Vodafone NZ is poised to lose another 200 staff in another restructure.
An email to all staff by chief executive Jason Paris says there will be an all-hands meeting today to discuss the initiative.
The email was security-set to ban forwarding, but one staffer photographed it and sent a copy to the Herald. The insider said 200 staff would be shed in the restructure.
Speaking to the Herald this morning, Paris confirmed around 200 staff would be shed in the exercise - but added that up to 150 would be hired over time.
The restructure was, in part, to address the duplication of some back-office and middle-management roles, freeing resources to reinforce frontline staff and upgrading services and networks under a $335m investment drive. In some cases, there would be retraining rather than a new hire.
The CEO said Vodafone had been on a drive to improve customer service. It was now on a par with peers, he said. The telco needed to accelerate is restructure to lead the pack.
Paris said Vodafone NZ currently had around 2000 staff. He was aiming for the restructure to be over - in terms of confirming roles - by the end of March. (Read more from Paris here).
Two execs depart
Paris' email also announces that "In working through various options [chief consumer officer and director] Carolyn Luey has made a personal decision to leave Vodafone."
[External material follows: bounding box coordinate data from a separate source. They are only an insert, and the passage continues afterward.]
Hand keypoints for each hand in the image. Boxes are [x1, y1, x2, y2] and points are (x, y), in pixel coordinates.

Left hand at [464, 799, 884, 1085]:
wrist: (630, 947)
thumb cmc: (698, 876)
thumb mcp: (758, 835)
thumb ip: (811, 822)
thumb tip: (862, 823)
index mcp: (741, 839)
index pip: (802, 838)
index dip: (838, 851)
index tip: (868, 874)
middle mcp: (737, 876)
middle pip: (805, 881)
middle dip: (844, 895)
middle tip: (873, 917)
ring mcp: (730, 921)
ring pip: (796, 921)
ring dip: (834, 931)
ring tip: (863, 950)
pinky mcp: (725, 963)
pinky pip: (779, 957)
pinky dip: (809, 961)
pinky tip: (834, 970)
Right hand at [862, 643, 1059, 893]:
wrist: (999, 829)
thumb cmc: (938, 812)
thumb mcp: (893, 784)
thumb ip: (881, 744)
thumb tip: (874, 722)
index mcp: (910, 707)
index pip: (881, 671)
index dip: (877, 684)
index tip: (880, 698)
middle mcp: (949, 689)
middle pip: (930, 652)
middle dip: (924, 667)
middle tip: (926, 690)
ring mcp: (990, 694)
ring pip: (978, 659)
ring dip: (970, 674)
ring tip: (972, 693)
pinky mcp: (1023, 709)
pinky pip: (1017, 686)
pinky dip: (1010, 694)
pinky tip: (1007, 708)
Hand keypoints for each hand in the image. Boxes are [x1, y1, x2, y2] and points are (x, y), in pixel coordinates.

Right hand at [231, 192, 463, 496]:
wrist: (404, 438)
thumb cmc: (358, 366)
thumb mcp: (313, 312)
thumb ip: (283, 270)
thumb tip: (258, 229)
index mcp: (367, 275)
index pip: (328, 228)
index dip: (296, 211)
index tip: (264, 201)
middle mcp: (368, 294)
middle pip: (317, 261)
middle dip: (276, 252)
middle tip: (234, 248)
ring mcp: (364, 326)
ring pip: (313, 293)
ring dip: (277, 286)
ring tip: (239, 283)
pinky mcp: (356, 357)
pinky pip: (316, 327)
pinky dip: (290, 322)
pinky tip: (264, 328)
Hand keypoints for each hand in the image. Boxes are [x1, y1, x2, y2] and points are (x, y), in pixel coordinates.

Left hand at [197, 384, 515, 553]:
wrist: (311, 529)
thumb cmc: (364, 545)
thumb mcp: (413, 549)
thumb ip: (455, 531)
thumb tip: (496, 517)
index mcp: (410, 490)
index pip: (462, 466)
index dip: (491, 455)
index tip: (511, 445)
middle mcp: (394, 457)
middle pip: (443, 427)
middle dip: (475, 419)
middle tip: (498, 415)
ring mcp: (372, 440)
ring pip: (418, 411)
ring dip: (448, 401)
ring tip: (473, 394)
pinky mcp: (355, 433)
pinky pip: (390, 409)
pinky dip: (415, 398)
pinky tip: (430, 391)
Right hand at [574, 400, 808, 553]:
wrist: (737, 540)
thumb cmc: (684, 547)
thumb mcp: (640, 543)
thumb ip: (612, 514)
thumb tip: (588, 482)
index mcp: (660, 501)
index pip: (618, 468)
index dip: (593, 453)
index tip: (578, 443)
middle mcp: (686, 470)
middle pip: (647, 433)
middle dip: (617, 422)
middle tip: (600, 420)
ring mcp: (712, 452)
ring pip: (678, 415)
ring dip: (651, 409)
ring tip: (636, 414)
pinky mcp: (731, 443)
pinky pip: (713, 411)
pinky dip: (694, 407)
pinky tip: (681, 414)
It also says that "Anthony Welton's role as Customer Operations Director is no longer required." Welton had completed an exercise to "turn around and stabilise our customer service and operations."
Luey became Vodafone NZ's marketing boss in November 2018 after joining the company from MYOB. She was previously chief operating officer at Herald publisher NZME.
Welton took his current role after working for a decade for the telco's philanthropic wing, the Vodafone NZ Foundation.
In March 2019, soon after Jason Paris took the reins, a consultation process began as the telco looked to shed around 400 of its then 2700 staff to tighten its operation before a planned NZX listing (ultimately head-off when Infratil and Brookfield bought the company in June that year) and to free up funds for investment in new technologies.
More belt-tightening followed last year as the pandemic hurt Vodafone, plus peers Spark Chorus and 2degrees as lucrative mobile roaming revenue dried up with border closures, data caps were temporarily suspended as a relief measures and bad debts increased.
Earlier this month, Vodafone said it would sub-let around half of its Smales Farm headquarters, citing a shift to hybrid working during Covid-19. The company earlier said it expected the trend to persist beyond, with up to 40 per cent of staff working remotely at any one time.